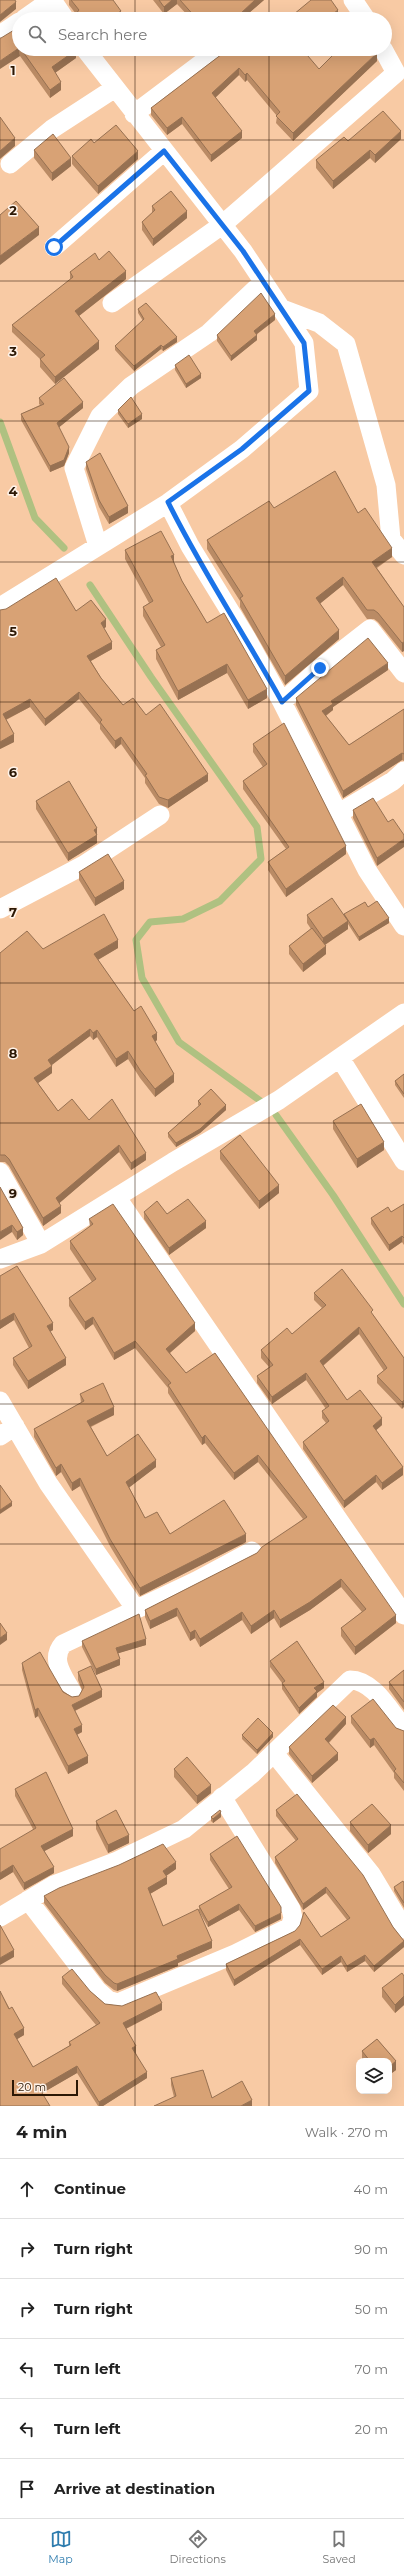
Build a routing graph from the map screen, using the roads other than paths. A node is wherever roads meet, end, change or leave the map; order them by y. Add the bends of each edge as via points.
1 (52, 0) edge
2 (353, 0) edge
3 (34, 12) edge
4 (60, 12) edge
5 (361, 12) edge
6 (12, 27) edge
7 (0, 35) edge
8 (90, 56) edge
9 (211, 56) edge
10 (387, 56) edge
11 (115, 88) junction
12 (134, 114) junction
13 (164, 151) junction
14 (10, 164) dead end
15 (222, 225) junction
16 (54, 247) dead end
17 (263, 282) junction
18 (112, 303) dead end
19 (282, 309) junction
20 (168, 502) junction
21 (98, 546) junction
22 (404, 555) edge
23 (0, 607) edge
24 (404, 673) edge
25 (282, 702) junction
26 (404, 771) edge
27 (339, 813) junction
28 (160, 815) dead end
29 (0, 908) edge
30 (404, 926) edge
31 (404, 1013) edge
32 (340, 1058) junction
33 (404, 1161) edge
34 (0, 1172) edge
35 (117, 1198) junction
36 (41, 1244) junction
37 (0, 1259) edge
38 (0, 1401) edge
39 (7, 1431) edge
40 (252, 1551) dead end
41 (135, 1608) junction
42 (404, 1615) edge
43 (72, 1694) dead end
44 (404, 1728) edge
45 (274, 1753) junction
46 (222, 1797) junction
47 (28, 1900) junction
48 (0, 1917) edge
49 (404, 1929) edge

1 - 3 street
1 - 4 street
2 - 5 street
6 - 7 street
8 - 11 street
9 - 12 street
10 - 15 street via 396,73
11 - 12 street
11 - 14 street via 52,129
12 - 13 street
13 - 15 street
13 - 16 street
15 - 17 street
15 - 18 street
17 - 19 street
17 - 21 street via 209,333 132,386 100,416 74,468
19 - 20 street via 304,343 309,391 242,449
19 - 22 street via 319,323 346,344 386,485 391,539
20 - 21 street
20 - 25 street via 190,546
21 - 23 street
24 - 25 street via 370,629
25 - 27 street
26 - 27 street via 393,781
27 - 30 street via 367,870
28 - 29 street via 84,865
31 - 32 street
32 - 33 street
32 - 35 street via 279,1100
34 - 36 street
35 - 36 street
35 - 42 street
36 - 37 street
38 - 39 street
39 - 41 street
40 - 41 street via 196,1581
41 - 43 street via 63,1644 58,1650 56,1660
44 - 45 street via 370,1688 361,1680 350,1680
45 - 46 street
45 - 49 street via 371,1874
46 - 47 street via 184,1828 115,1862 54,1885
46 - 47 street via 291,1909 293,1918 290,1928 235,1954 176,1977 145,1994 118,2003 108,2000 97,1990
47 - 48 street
...
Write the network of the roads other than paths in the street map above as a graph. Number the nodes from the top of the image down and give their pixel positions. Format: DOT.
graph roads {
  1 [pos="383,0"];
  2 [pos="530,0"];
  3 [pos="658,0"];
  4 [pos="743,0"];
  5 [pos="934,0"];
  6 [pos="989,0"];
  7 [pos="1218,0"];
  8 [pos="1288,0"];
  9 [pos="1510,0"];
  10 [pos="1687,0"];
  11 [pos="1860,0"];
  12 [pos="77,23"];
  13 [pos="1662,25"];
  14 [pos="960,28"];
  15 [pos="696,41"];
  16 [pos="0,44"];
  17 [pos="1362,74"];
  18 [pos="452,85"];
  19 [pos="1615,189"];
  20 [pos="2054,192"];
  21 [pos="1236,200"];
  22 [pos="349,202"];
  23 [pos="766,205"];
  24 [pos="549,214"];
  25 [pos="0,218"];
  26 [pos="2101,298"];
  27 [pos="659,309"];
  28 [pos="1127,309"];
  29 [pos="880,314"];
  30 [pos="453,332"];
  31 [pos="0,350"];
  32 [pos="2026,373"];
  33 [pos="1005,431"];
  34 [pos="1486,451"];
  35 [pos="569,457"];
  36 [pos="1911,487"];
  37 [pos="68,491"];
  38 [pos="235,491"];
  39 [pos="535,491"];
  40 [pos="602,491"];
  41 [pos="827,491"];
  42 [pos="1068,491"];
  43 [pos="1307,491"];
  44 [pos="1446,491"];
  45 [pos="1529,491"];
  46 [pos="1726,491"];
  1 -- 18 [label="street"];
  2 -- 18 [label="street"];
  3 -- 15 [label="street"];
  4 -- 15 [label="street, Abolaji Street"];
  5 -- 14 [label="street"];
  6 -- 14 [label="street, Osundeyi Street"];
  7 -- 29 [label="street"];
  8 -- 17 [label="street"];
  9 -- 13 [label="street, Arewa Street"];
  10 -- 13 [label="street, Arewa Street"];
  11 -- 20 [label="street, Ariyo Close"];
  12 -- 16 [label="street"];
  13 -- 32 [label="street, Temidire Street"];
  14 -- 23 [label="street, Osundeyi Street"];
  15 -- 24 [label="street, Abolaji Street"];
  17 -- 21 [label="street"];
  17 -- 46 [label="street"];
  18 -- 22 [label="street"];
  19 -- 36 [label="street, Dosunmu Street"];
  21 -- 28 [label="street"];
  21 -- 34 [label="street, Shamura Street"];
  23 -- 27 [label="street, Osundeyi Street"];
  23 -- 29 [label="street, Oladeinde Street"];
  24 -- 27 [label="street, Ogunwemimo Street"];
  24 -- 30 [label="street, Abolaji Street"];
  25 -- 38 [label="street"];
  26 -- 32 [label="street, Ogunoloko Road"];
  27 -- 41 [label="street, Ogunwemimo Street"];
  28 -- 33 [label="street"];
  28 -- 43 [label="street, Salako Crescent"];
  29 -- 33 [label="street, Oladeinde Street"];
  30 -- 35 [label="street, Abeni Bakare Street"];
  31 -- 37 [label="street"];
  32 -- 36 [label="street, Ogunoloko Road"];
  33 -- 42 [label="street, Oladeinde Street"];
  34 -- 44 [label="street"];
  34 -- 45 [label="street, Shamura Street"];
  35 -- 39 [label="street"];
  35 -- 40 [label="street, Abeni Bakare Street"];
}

YOUR ASSIGNMENT
Within the records, the lines containing the string "roads" are to be counted and their number given without comment.

OUTPUT OF THE EXERCISE
3